[Stored items]
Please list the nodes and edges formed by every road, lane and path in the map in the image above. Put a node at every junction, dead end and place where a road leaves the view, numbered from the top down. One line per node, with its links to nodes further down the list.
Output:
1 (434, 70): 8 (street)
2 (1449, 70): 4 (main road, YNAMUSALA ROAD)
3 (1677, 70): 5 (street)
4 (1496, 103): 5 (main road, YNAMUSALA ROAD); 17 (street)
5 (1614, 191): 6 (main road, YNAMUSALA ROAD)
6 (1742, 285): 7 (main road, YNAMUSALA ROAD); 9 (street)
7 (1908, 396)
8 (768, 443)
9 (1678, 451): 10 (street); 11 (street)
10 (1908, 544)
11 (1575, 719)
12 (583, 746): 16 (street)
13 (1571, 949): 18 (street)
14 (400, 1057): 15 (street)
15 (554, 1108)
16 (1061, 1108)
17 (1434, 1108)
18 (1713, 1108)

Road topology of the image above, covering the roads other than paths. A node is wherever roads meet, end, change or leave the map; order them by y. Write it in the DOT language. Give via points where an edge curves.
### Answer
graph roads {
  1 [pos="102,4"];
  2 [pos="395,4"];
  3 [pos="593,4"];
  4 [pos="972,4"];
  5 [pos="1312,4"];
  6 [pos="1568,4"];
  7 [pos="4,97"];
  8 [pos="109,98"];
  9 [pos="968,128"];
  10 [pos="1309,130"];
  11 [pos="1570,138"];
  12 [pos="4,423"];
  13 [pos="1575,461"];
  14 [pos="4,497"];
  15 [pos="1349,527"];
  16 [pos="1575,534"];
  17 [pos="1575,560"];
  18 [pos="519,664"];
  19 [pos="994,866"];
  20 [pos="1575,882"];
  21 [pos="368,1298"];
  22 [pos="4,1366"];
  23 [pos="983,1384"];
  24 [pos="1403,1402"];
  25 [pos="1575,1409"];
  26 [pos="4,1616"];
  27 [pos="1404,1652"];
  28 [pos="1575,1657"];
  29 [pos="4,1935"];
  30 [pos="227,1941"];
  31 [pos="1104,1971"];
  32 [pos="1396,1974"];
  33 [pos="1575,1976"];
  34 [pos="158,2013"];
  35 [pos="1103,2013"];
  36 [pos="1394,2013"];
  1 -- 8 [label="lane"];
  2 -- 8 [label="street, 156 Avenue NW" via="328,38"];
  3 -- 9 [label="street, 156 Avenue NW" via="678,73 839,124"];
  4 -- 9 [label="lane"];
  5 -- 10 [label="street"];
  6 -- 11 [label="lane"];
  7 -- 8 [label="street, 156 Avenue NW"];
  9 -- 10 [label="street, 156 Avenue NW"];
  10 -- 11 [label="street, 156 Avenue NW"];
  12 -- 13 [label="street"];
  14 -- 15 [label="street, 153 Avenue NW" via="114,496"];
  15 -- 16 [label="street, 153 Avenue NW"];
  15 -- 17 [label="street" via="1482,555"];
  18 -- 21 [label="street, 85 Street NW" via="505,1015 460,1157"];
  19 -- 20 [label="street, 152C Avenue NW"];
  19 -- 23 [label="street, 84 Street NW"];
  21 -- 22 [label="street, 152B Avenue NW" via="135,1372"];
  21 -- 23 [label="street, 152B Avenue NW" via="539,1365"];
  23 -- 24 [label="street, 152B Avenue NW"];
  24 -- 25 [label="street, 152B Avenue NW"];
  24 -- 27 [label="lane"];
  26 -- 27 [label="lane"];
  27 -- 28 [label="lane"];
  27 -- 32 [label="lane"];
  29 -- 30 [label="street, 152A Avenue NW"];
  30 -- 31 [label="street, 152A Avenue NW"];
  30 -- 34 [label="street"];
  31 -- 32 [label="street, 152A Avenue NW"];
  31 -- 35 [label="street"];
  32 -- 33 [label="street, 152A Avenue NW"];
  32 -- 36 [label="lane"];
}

* _Problem to work on_
Which lines above include "image"? Show each of them by copying it.

* _Output_
Please list the nodes and edges formed by every road, lane and path in the map in the image above. Put a node at every junction, dead end and place where a road leaves the view, numbered from the top down. One line per node, with its links to nodes further down the list.
Road topology of the image above, covering the roads other than paths. A node is wherever roads meet, end, change or leave the map; order them by y. Write it in the DOT language. Give via points where an edge curves.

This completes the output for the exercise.